From 13-15 November 2015 Professor Schellnhuber and Dr Jeffrey Sachs, Special Advisor to UN Secretary General Ban Ki-Moon and a leading advocate of abortion and contraception, were invited to contribute to a workshop in the Vatican which discussed how to use “children as agents of change” in the cause of environmentalism and sustainable development. In its briefing for the event the Pontifical Academy for Sciences warned against “parents” and “agencies”, which “basing themselves on religious principles, oppose scientific evidence to the detriment of children.” The PAS continued by asserting “that schools will have to absorb the UN Sustainable Development Goals, proclaimed in the fall of 2015, and to reconsider their science education in order to deal with interdisciplinary, complex issues which demand a new vision.” The Sustainable Development Goals include calls for universal access to “reproductive health”, that is, universal access to abortion and contraception, and “universal” includes children.
The Pontifical Academy for Sciences is led by Dr Margaret Archer, who assisted Jeffrey Sachs in the drafting of a draft version of the Sustainable Development Goals. Earlier this year, after the PAS’s collaboration with pro-abortion advocates was criticised, she told a pro-life activist “I am appointed by the Pope and responsible directly to him. I’m afraid that leaves you and your cohort out in the cold.”
The Chancellor of the Pontifical Academies for Sciences and Social Sciences, Bishop Marcelo Sánchez Sorondo, also appointed by Pope Francis, has gone so far as to deny that “reproductive health” has any relationship with abortion and contraception. He said that the SDGs “don’t even mention abortion or population control. They speak of access to family planning and sexual and reproductive health and reproductive rights.”
However, the Holy See, the pro-life pro-family movement, and delegates to the United Nations have long known, and repeatedly demonstrated, that terms such as “family planning”, “sexual and reproductive health”, and “reproductive rights” are euphemisms for contraception, sterilisation and abortion. Archbishop Sorondo’s comments contradict the Holy See’s policy, pursued for nearly three decades, of opposing the use of these terms.
Catholics must no longer be in any doubt: the influence of the global population control movement on the Vatican is very strong indeed.
UPDATE (11/12/2015): Cardinal Turkson has issued a clarification in which he indicates that he should have referred to “responsible parenthood” rather than “birth control” in his remarks to the BBC that are quoted above.

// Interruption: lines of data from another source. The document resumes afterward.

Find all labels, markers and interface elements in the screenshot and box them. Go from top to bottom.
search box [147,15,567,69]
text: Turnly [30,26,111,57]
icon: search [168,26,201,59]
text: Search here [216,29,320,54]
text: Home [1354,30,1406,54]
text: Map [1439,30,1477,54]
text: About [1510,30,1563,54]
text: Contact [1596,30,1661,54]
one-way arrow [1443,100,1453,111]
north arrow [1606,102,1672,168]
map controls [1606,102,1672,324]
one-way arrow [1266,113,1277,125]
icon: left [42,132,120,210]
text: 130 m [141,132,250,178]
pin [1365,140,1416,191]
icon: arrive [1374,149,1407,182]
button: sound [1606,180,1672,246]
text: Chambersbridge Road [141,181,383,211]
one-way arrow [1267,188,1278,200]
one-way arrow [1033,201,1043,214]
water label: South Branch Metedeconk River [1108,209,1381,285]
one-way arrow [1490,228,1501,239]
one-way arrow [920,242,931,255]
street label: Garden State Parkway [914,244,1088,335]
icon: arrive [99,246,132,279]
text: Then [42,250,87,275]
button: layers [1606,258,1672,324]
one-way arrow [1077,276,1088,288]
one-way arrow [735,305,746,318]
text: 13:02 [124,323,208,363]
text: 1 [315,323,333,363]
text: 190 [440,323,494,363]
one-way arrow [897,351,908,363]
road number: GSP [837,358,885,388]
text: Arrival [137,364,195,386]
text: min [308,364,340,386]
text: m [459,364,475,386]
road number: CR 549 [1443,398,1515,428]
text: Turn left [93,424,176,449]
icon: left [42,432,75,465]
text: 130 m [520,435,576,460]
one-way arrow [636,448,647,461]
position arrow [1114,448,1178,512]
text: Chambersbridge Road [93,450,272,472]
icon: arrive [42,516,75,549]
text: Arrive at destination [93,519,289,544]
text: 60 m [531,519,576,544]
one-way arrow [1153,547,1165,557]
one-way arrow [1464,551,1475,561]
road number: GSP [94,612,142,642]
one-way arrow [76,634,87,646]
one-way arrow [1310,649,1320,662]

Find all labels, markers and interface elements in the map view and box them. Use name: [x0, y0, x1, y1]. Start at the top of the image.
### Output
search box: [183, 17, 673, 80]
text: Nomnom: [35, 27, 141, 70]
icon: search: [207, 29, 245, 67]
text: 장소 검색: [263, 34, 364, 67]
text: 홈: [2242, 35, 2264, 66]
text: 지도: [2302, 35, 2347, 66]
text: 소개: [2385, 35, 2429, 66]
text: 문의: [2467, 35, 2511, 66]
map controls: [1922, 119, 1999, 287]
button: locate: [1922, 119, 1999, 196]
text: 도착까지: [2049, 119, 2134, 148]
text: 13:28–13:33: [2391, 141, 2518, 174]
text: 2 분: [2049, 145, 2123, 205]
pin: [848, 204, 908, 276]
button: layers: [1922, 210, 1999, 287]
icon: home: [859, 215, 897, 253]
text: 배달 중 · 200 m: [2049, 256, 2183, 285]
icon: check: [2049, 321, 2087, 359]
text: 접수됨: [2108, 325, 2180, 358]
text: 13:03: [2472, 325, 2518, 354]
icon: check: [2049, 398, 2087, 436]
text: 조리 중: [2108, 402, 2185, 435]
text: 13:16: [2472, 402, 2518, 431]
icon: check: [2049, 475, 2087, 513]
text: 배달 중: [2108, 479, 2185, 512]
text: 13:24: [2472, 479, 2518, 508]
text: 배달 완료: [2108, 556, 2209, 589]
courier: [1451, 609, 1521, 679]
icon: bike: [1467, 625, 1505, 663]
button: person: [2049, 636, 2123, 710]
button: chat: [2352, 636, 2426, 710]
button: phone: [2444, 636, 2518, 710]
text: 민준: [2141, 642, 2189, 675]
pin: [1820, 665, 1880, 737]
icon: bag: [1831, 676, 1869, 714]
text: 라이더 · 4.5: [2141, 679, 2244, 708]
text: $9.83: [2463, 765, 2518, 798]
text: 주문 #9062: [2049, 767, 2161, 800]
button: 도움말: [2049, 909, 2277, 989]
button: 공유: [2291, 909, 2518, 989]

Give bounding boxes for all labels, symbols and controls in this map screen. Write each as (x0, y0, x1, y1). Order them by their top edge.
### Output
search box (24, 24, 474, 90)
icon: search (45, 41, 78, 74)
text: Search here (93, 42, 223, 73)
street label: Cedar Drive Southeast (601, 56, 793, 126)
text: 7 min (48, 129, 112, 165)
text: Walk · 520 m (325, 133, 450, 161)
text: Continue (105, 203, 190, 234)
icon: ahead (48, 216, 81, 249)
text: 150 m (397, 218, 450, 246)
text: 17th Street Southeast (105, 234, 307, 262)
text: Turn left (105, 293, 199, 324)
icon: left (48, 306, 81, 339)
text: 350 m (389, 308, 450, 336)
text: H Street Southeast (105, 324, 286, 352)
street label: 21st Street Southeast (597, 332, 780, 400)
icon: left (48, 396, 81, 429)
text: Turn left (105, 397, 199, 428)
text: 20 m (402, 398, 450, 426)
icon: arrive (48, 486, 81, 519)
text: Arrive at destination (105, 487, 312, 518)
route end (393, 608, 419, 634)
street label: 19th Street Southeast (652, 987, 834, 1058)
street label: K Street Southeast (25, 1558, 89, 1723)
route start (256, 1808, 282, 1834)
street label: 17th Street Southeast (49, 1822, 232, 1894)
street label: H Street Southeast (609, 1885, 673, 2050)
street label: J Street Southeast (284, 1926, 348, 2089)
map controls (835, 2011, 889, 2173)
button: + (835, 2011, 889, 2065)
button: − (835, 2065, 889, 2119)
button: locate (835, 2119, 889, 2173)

He also states that “the pope used the unfortunate expression of ‘breeding like rabbits'”.
Unfortunately Cardinal Turkson’s clarification leaves unanswered the question as to whether he believes, as suggested in his comments to the BBC, that the world is facing a population problem that is leading to food shortages.
The cardinal said:
“Having more mouths to feed is a challenge for us to be productive also, which is one of the key issues being treated over here, the cultivation and production of food, and its distribution.
“So yes it engages us in food security management, so we ensure that everybody is fed and all of that. The amount of population that is critical for the realisation of this is still something we need to discover, yet the Holy Father has also called for a certain amount of control of birth.”
Such comments are highly irresponsible as they give credence to the proponents of overpopulation and to the aggressive attempts of governments and international aid agencies to reduce birth rates through abortion and contraception.